Data under study:
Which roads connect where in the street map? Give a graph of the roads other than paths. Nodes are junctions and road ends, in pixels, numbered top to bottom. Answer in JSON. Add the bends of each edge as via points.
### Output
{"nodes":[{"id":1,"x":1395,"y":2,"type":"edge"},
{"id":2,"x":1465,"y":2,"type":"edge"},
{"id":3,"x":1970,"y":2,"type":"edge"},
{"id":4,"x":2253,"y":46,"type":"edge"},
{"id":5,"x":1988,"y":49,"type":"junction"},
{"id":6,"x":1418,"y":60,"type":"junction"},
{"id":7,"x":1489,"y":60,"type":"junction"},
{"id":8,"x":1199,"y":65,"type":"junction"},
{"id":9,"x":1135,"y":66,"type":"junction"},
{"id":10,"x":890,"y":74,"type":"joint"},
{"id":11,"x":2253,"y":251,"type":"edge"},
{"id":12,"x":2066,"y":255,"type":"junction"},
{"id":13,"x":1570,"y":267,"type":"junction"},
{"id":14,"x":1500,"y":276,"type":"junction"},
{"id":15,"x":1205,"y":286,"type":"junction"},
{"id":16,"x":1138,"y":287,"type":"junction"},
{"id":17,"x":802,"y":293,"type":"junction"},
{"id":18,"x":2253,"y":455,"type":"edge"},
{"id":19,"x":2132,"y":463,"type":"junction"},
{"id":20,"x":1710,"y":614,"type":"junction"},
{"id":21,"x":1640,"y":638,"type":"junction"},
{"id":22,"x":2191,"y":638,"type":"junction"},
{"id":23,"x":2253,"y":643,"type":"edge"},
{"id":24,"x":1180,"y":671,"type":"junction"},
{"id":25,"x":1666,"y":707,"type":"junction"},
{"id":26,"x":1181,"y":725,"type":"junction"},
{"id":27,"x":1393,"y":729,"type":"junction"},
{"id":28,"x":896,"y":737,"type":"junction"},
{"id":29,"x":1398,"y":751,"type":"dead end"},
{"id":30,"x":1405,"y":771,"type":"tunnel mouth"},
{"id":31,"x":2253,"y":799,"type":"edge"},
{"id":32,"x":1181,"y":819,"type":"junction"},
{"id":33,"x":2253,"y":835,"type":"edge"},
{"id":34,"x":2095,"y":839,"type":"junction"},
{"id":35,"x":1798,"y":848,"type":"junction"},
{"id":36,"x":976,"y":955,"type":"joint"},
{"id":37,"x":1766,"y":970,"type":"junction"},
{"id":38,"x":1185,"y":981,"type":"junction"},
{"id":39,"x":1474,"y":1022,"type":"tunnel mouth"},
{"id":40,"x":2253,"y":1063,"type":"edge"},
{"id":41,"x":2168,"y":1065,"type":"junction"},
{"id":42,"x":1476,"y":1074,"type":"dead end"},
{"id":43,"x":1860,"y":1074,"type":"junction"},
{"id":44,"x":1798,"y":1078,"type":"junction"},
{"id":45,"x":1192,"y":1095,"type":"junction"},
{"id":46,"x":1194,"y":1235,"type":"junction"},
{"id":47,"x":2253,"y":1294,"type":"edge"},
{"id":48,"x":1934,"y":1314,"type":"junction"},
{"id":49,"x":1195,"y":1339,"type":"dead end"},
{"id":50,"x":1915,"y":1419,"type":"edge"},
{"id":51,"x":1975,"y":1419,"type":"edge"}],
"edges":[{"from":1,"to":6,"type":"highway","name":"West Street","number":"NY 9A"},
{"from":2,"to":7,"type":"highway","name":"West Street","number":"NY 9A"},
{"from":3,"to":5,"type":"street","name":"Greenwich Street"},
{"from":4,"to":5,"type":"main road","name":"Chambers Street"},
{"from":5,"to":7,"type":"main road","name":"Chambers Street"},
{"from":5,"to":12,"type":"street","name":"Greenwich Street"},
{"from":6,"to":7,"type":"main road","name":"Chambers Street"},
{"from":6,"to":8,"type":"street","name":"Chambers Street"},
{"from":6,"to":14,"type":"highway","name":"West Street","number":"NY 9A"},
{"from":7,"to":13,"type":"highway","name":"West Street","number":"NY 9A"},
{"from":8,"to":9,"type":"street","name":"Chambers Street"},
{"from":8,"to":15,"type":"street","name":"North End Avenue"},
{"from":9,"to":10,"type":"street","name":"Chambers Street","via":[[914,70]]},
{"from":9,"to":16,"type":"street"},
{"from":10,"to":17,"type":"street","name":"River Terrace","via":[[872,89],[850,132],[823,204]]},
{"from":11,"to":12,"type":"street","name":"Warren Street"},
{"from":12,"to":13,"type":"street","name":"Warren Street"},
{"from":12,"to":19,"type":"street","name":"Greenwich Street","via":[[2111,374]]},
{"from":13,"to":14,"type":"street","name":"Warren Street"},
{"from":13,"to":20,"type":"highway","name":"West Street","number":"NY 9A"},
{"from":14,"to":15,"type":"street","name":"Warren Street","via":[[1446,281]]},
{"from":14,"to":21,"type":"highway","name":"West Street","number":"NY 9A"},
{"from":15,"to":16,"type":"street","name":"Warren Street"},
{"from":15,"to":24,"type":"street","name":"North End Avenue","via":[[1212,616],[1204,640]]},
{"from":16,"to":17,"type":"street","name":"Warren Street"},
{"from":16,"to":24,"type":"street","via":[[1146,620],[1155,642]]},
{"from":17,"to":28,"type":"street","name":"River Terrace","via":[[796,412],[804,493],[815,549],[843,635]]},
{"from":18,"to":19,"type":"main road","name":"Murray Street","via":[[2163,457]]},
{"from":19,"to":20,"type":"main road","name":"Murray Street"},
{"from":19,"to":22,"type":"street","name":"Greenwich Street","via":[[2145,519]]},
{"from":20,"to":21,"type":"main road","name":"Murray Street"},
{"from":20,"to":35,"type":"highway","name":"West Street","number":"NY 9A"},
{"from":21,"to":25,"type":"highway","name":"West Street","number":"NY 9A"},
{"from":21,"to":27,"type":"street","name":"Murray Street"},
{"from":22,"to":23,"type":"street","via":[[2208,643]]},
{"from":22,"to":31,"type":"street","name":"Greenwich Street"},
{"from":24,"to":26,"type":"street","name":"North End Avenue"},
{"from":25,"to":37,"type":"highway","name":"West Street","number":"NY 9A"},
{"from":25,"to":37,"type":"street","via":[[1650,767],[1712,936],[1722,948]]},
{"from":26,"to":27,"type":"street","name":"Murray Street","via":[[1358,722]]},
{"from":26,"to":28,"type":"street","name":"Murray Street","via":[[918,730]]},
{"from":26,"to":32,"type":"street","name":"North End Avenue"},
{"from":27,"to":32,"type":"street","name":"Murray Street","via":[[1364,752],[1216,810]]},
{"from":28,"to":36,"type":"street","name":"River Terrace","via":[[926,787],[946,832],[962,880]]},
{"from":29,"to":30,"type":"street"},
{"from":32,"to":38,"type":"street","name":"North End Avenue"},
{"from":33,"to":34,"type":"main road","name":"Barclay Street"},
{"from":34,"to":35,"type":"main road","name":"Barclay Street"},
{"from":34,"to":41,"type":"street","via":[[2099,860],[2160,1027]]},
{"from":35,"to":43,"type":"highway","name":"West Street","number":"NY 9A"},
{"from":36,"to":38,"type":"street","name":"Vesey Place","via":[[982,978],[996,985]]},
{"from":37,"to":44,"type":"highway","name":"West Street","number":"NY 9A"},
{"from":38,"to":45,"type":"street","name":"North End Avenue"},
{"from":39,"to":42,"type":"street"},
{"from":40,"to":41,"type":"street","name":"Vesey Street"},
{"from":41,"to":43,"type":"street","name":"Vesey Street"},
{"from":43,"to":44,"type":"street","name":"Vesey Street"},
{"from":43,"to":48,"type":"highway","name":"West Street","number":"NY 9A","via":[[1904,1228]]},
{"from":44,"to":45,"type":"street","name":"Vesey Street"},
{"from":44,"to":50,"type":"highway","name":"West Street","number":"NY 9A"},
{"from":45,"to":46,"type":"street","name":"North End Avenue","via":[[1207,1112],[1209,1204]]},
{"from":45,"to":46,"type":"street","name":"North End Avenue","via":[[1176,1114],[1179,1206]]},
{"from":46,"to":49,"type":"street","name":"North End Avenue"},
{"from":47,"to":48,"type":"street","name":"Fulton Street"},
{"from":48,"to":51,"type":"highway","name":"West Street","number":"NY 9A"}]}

Exercise:
State, as a bare number, how many lines of the material contain "Terrace".

Answer section:
3